109. General Classification.-Under this heading are included the various pieces of apparatus
used for the purpose of controlling the circuits between projectors and amplifiers on
Photophone equipments. These devices contain the necessary switches and controls for
operating exciter lamps, for changing, or "fading," sound output from one projector to the
other, and for controlling volume.
These controls come under three classifications; the control for the exciter lamp current, for
the sound output circuits from projectors to amplifier, and for volume of output.

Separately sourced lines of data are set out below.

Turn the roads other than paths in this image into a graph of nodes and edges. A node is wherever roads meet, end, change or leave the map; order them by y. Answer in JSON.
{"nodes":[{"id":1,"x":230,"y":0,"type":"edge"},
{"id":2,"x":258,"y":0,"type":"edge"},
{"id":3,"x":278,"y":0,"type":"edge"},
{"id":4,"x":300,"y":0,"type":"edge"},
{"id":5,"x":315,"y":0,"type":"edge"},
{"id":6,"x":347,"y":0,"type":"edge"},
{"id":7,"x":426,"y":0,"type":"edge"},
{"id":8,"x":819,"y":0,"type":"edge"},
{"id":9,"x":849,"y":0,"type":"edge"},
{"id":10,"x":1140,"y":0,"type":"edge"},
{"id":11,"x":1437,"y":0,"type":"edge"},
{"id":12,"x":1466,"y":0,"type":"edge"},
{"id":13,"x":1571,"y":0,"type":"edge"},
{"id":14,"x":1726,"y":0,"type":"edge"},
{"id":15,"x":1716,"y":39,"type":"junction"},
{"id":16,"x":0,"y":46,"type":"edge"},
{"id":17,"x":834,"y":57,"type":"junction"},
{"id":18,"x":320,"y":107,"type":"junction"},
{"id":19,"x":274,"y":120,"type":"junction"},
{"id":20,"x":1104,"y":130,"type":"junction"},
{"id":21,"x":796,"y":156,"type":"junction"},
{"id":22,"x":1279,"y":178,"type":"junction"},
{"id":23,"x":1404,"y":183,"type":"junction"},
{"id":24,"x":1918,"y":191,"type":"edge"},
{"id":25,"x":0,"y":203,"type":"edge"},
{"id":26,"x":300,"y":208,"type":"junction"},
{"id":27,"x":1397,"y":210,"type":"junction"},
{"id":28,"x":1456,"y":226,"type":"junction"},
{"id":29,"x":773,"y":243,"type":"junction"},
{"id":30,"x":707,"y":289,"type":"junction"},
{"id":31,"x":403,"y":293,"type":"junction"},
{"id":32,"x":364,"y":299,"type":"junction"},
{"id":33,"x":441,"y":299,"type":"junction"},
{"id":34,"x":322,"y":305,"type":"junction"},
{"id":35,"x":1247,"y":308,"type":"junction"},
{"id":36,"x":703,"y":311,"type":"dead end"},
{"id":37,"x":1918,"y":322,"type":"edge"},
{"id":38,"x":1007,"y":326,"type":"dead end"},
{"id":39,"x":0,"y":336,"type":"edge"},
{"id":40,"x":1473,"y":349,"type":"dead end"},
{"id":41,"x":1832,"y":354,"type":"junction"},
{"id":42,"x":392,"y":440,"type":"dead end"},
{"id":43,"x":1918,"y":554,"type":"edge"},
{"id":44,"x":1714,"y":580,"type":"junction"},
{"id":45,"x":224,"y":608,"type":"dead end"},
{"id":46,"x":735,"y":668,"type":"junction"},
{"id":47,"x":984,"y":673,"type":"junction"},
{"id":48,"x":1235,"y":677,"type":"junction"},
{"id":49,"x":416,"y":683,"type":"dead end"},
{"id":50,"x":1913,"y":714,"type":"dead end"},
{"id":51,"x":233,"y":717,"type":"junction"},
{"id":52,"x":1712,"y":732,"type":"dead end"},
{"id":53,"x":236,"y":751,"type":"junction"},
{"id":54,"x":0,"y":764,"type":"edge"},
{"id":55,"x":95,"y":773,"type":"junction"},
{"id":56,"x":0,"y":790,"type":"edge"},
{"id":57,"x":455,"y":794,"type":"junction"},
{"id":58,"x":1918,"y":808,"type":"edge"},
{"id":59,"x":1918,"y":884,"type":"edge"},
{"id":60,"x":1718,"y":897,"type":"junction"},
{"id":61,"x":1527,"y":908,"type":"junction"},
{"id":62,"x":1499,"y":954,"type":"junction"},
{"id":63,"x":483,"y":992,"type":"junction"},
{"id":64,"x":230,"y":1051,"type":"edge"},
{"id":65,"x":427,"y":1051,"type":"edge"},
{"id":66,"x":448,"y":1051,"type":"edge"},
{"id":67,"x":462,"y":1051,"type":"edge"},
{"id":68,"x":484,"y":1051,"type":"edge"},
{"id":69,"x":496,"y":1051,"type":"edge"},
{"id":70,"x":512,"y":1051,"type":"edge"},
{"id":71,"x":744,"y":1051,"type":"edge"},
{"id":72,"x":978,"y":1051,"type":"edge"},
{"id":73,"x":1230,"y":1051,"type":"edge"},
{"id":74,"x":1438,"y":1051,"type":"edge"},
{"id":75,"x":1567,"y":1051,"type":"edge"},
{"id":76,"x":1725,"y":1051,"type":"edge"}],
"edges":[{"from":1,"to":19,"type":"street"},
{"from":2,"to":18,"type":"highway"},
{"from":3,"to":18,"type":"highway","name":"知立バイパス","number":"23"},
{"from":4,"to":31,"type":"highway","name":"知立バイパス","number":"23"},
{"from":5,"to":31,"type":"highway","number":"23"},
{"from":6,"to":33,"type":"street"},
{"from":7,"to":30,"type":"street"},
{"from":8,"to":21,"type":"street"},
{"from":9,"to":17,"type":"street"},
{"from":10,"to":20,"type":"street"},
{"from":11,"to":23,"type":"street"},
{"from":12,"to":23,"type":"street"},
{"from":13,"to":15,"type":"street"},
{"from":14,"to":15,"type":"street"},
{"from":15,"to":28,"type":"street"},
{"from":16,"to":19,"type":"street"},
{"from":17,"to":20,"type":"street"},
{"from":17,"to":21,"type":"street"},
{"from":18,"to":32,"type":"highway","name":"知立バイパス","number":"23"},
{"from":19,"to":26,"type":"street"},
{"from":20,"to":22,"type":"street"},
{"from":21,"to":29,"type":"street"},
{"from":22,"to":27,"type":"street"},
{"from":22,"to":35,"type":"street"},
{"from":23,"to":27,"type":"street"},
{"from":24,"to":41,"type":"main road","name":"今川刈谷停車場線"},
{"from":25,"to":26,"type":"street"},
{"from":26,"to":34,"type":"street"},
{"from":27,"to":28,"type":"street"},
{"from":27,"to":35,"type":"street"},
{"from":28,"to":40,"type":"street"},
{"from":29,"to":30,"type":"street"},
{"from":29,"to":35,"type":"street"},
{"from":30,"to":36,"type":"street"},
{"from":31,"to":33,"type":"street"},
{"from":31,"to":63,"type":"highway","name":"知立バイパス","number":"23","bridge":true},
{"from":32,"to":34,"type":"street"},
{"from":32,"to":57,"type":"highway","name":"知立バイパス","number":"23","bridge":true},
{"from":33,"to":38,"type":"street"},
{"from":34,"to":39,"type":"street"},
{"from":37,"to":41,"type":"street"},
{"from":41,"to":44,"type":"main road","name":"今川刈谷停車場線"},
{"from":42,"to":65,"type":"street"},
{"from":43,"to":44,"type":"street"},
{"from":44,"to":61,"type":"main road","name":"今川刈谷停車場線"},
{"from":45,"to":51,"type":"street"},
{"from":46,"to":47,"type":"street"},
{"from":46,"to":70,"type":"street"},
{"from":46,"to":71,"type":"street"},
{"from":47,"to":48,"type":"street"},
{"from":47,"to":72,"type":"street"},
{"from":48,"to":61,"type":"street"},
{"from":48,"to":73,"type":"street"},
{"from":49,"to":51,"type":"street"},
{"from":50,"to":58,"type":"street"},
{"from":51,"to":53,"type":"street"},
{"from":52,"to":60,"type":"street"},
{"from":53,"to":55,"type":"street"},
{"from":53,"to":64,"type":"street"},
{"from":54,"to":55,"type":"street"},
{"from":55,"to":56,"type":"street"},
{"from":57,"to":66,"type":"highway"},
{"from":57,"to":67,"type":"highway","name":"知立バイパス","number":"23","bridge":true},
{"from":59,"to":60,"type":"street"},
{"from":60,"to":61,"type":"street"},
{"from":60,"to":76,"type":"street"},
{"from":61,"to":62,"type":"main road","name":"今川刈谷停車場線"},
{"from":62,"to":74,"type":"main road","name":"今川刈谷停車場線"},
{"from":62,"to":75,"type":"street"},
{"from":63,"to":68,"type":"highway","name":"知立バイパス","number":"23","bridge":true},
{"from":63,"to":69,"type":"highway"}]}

On some equipments all of these controls are grouped together in one unit, called the input
control panel. On others the locations vary, so that the fader itself, for instance, may be in one
place, and its actuating switch in another, so that even though the apparatus described in this
chapter is closely related as to function, it is not unified as to location. However, since the
subject of circuit controls is of prime importance during the running of the show, it is important
that a complete description of the equipment used for this purpose, and its construction and
operation, be grouped together and presented as in this chapter.
The following table shows just what devices are used, together with their location on different
types of equipment:
The Class numbers are used for reference purposes only. It will be seen that there are two
quite different types of fader switches in use, whereas the other differences shown in the
table are for the most part differences of location only. All these controls, with the exception
of the relay type of fader, used on the PG-1, 2, 10 and 13, operate through the use of two
special type of resistors, the rheostat and the potentiometer.
110. Input Control Panels.-A reference to the table will show that on PG-3 and 4 equipments
all the controls mentioned are mounted on the input control panel. Types PG-6, 7 and 8 also
use an input control panel, similar in all respects to the other, except that it has no volume
control. Both types are illustrated in Figure 74. Figure 79 shows a rear view of one type.